◆ Your goal
Write out all of the data again, precisely as it appears.

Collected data
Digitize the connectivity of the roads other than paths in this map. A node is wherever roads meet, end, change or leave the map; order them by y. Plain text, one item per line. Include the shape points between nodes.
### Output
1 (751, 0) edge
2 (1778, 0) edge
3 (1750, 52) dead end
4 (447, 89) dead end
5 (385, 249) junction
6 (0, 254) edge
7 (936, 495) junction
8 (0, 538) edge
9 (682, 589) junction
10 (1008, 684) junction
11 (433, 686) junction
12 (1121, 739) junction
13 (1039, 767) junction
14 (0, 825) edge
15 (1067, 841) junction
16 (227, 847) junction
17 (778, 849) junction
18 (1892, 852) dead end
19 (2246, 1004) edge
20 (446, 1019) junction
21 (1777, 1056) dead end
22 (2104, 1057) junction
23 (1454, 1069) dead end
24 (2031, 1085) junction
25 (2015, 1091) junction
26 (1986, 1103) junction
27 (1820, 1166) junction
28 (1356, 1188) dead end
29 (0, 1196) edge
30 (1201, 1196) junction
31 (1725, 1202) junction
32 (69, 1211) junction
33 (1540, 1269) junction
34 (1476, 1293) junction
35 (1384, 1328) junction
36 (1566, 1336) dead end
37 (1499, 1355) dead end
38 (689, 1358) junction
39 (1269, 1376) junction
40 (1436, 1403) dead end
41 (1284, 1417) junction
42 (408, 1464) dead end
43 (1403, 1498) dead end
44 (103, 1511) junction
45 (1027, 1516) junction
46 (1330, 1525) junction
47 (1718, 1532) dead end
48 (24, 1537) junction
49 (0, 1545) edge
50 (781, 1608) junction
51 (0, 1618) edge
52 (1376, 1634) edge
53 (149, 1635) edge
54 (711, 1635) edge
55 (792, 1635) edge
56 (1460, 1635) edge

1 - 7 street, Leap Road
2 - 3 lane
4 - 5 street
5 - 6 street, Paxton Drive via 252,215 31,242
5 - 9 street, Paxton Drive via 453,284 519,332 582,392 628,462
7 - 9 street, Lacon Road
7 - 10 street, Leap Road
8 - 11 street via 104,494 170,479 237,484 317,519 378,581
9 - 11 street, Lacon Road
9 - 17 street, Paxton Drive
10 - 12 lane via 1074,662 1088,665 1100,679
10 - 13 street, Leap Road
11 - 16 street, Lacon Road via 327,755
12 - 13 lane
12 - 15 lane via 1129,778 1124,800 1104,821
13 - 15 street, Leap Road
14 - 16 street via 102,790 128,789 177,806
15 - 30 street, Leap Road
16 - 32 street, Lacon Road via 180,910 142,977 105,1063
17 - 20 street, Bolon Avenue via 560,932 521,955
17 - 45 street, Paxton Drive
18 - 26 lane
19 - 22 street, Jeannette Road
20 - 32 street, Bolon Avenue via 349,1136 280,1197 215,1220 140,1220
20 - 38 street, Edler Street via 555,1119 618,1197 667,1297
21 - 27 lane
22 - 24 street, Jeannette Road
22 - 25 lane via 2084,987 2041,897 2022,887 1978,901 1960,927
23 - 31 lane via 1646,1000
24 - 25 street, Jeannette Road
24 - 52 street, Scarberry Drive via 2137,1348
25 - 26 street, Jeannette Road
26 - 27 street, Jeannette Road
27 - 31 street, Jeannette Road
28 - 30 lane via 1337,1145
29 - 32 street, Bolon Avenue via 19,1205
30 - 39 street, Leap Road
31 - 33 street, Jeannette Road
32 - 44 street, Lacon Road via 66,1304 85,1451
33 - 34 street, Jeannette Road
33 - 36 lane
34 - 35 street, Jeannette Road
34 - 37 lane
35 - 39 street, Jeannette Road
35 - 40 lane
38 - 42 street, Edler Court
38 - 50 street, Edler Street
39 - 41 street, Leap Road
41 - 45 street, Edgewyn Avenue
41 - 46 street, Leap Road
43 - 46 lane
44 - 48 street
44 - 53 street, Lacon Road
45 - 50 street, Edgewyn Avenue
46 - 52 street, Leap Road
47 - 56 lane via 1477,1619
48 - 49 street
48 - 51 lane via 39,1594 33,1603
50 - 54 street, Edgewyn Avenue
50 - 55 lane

◆ Result of the exercise
Digitize the connectivity of the roads other than paths in this map. A node is wherever roads meet, end, change or leave the map; order them by y. Plain text, one item per line. Include the shape points between nodes.
### Output
1 (751, 0) edge
2 (1778, 0) edge
3 (1750, 52) dead end
4 (447, 89) dead end
5 (385, 249) junction
6 (0, 254) edge
7 (936, 495) junction
8 (0, 538) edge
9 (682, 589) junction
10 (1008, 684) junction
11 (433, 686) junction
12 (1121, 739) junction
13 (1039, 767) junction
14 (0, 825) edge
15 (1067, 841) junction
16 (227, 847) junction
17 (778, 849) junction
18 (1892, 852) dead end
19 (2246, 1004) edge
20 (446, 1019) junction
21 (1777, 1056) dead end
22 (2104, 1057) junction
23 (1454, 1069) dead end
24 (2031, 1085) junction
25 (2015, 1091) junction
26 (1986, 1103) junction
27 (1820, 1166) junction
28 (1356, 1188) dead end
29 (0, 1196) edge
30 (1201, 1196) junction
31 (1725, 1202) junction
32 (69, 1211) junction
33 (1540, 1269) junction
34 (1476, 1293) junction
35 (1384, 1328) junction
36 (1566, 1336) dead end
37 (1499, 1355) dead end
38 (689, 1358) junction
39 (1269, 1376) junction
40 (1436, 1403) dead end
41 (1284, 1417) junction
42 (408, 1464) dead end
43 (1403, 1498) dead end
44 (103, 1511) junction
45 (1027, 1516) junction
46 (1330, 1525) junction
47 (1718, 1532) dead end
48 (24, 1537) junction
49 (0, 1545) edge
50 (781, 1608) junction
51 (0, 1618) edge
52 (1376, 1634) edge
53 (149, 1635) edge
54 (711, 1635) edge
55 (792, 1635) edge
56 (1460, 1635) edge

1 - 7 street, Leap Road
2 - 3 lane
4 - 5 street
5 - 6 street, Paxton Drive via 252,215 31,242
5 - 9 street, Paxton Drive via 453,284 519,332 582,392 628,462
7 - 9 street, Lacon Road
7 - 10 street, Leap Road
8 - 11 street via 104,494 170,479 237,484 317,519 378,581
9 - 11 street, Lacon Road
9 - 17 street, Paxton Drive
10 - 12 lane via 1074,662 1088,665 1100,679
10 - 13 street, Leap Road
11 - 16 street, Lacon Road via 327,755
12 - 13 lane
12 - 15 lane via 1129,778 1124,800 1104,821
13 - 15 street, Leap Road
14 - 16 street via 102,790 128,789 177,806
15 - 30 street, Leap Road
16 - 32 street, Lacon Road via 180,910 142,977 105,1063
17 - 20 street, Bolon Avenue via 560,932 521,955
17 - 45 street, Paxton Drive
18 - 26 lane
19 - 22 street, Jeannette Road
20 - 32 street, Bolon Avenue via 349,1136 280,1197 215,1220 140,1220
20 - 38 street, Edler Street via 555,1119 618,1197 667,1297
21 - 27 lane
22 - 24 street, Jeannette Road
22 - 25 lane via 2084,987 2041,897 2022,887 1978,901 1960,927
23 - 31 lane via 1646,1000
24 - 25 street, Jeannette Road
24 - 52 street, Scarberry Drive via 2137,1348
25 - 26 street, Jeannette Road
26 - 27 street, Jeannette Road
27 - 31 street, Jeannette Road
28 - 30 lane via 1337,1145
29 - 32 street, Bolon Avenue via 19,1205
30 - 39 street, Leap Road
31 - 33 street, Jeannette Road
32 - 44 street, Lacon Road via 66,1304 85,1451
33 - 34 street, Jeannette Road
33 - 36 lane
34 - 35 street, Jeannette Road
34 - 37 lane
35 - 39 street, Jeannette Road
35 - 40 lane
38 - 42 street, Edler Court
38 - 50 street, Edler Street
39 - 41 street, Leap Road
41 - 45 street, Edgewyn Avenue
41 - 46 street, Leap Road
43 - 46 lane
44 - 48 street
44 - 53 street, Lacon Road
45 - 50 street, Edgewyn Avenue
46 - 52 street, Leap Road
47 - 56 lane via 1477,1619
48 - 49 street
48 - 51 lane via 39,1594 33,1603
50 - 54 street, Edgewyn Avenue
50 - 55 lane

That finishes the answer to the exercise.